When two trains moving with a velocity of 30 km/hr in directions opposite to one another are 60 km apart , a bird starts moving from the top of one train to another with constant velocity of 60km/hr and comes back again. Find the no. of times the bird is able to do so before the two trains collide? (Please solve it)

Hi,

The trains are moving towarsd each other at a speed of (30+30) = 60 kmph.

Distance between them is also 60 km. So the trains will collide in 1 hour.

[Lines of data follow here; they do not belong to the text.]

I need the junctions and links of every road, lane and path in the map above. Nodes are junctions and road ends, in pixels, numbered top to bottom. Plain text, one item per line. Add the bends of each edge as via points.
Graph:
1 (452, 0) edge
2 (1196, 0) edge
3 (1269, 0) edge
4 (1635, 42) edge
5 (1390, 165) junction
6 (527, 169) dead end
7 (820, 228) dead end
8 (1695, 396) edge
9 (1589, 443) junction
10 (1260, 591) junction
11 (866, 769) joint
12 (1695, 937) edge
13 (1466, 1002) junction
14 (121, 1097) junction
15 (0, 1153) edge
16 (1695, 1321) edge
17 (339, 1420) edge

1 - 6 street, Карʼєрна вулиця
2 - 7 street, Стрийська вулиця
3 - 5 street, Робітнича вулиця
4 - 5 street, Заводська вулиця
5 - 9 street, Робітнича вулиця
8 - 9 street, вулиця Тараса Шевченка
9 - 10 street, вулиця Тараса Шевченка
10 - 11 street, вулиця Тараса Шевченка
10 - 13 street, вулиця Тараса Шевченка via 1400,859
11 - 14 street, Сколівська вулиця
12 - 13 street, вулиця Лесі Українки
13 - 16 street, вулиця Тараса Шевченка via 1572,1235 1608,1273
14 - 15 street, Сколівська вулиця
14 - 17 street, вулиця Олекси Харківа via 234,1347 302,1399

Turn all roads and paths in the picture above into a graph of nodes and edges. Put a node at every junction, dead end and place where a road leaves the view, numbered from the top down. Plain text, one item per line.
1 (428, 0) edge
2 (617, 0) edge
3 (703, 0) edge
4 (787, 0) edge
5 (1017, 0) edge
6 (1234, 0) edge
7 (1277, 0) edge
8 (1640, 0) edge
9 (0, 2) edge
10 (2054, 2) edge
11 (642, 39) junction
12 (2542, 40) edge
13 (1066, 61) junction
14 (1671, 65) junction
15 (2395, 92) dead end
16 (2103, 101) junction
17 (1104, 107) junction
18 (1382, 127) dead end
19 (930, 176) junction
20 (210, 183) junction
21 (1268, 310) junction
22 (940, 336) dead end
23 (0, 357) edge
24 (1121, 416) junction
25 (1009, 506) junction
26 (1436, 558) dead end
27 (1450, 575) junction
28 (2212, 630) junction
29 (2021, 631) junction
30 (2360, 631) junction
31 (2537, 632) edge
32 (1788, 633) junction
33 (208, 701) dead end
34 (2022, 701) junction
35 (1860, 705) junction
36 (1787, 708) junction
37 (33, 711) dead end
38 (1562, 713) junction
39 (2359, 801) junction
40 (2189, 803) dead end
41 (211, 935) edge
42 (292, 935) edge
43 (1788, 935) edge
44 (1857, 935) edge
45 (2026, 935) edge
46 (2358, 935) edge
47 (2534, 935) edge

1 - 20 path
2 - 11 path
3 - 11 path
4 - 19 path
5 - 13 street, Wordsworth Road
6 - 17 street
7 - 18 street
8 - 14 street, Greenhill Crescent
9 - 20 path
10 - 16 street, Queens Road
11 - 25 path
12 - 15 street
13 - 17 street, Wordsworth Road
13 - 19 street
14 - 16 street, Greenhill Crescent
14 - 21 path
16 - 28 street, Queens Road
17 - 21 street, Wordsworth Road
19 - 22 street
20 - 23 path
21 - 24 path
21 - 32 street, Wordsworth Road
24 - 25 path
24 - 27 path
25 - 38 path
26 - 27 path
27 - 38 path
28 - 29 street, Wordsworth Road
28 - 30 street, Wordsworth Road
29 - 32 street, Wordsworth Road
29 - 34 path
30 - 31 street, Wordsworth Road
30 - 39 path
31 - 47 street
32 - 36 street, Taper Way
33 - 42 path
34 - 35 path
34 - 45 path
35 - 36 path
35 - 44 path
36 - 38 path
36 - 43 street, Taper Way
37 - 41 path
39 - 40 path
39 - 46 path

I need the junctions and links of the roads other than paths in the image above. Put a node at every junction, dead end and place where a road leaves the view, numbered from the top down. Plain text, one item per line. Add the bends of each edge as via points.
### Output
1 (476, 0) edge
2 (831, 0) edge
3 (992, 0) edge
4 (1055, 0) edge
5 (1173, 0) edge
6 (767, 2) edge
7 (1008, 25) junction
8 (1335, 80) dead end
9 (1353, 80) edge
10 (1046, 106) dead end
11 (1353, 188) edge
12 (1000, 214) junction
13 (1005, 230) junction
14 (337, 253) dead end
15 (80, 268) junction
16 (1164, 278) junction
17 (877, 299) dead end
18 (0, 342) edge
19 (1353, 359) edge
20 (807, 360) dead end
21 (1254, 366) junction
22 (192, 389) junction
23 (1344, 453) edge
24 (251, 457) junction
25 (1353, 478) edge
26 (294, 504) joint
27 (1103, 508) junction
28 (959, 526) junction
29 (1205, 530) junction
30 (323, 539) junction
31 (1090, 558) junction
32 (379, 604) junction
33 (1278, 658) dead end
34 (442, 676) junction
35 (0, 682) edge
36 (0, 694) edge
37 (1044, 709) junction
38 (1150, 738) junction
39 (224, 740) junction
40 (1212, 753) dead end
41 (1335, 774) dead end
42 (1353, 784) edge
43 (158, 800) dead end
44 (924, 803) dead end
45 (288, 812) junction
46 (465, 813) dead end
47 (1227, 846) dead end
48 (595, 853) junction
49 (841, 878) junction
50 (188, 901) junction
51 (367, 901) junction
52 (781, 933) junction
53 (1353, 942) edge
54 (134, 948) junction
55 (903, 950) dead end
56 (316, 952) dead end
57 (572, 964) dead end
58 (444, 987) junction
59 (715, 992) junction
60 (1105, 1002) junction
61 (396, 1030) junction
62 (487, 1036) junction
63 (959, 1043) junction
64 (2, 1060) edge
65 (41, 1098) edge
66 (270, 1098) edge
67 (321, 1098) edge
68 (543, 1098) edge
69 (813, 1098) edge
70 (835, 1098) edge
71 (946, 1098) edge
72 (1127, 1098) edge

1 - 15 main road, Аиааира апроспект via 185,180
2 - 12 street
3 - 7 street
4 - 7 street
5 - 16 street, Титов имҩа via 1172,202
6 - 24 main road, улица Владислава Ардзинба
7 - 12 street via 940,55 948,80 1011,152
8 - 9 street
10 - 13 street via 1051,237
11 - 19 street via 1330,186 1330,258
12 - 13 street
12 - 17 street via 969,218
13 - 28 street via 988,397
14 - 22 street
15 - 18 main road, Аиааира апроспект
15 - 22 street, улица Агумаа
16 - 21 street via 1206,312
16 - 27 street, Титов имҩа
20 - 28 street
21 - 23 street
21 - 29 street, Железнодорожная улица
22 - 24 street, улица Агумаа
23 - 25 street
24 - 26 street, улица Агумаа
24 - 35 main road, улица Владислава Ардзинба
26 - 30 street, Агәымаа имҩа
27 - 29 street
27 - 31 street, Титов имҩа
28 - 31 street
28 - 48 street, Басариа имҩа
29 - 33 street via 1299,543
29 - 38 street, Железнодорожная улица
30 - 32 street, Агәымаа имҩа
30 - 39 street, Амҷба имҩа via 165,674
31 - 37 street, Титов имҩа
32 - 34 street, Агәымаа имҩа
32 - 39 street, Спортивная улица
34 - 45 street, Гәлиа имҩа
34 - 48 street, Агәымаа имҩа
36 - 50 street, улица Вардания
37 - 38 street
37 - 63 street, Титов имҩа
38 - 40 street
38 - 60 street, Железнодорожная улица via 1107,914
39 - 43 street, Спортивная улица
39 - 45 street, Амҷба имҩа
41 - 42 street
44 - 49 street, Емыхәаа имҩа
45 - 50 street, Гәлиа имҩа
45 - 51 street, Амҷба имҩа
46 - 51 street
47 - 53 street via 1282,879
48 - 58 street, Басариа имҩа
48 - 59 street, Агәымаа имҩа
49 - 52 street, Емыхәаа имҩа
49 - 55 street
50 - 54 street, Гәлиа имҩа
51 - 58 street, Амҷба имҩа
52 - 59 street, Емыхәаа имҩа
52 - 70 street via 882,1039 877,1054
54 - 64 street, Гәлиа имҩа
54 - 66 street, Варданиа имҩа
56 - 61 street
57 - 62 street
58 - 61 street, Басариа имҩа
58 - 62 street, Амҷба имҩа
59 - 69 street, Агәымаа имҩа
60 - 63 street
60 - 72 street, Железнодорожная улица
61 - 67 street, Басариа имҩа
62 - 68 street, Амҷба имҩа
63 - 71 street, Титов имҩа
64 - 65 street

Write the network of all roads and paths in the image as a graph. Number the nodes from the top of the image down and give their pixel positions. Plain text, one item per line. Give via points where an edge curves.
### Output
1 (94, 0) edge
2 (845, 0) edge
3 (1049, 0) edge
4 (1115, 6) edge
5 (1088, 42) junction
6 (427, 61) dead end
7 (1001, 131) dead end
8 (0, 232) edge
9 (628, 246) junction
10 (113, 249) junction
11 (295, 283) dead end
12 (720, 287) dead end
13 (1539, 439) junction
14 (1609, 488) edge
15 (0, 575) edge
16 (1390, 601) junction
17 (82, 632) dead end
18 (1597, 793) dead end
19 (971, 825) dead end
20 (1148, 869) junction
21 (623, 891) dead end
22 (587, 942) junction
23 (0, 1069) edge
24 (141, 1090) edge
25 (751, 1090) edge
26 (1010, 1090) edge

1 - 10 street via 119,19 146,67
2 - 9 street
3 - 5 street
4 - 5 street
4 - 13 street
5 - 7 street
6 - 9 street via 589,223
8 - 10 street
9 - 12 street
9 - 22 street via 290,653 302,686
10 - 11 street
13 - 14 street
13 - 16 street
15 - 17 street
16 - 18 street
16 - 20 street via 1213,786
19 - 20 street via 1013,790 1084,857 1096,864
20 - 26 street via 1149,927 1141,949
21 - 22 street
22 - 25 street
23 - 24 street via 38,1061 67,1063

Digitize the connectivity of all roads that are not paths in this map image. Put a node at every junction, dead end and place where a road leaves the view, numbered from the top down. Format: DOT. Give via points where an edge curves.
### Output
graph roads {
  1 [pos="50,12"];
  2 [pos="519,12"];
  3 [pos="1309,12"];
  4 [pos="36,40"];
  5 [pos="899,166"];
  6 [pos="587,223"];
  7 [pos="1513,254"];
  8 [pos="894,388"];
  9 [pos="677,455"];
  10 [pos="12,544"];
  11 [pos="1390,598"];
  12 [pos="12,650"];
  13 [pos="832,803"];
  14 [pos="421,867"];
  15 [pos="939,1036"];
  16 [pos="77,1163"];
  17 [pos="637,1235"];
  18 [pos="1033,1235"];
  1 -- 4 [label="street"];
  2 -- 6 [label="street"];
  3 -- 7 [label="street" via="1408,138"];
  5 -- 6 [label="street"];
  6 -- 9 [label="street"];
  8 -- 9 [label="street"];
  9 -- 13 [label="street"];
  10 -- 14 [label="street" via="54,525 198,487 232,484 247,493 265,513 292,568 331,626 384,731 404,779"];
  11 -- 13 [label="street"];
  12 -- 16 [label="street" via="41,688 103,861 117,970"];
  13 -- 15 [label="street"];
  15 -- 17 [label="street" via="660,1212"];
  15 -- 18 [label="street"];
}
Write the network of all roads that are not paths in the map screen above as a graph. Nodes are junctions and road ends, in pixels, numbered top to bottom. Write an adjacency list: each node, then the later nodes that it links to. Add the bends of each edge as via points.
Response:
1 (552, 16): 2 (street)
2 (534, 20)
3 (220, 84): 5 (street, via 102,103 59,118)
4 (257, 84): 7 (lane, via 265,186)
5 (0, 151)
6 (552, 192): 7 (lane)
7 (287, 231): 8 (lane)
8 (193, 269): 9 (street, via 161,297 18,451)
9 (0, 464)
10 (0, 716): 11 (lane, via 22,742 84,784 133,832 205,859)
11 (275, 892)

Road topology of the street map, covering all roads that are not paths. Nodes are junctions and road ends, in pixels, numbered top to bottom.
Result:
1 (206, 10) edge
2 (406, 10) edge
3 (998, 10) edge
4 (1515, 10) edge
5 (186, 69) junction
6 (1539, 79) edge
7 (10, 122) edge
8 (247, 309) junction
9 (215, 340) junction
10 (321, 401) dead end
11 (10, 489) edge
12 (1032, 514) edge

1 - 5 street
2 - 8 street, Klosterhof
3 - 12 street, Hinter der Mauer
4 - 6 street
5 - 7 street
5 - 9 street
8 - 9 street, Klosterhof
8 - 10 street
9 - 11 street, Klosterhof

The bird continuously keeps flying...so in 1 hr the bird will also fly 60 km, because its speed is also 60 kmph

(V=bir v)(v=trn v)(l=sepraton)

1stly vt+Vt=l....then l-2vt=lnew and so on

u will gwt a infinit gp srs

velocity of train 1 = v1 = 30Kmph

velocity of train 2 = v2 = 30Kmph

since train 2 is directed in opposite direction velocity = -30Kmph

relative velocity V of train1 with respect to train 2 = velocity of train 1 - velocity of train 2

= 30 - (-30) = 30+30 = 60Kmph !

so each train is moving with a relative velocity of 60Kmph !

distance = 60Km

time = 60/60 = 1hour

the trains will collide in 1 hour !

bird flies at a speed of 60Kmph so bird covers 60Km in 1 hour !

the trains cover equal distances in equal intervals of time !

the distance covered by each train once the bird reaches another be x then by the time bird flies back it will be 4x because both trains cover x distance ..

train1 ==>|     x     |==>                   <==|       x       |<== train 2

so bird travels 60-4x distance !

so time taken for 1 travel to and fro = 1-(x/15)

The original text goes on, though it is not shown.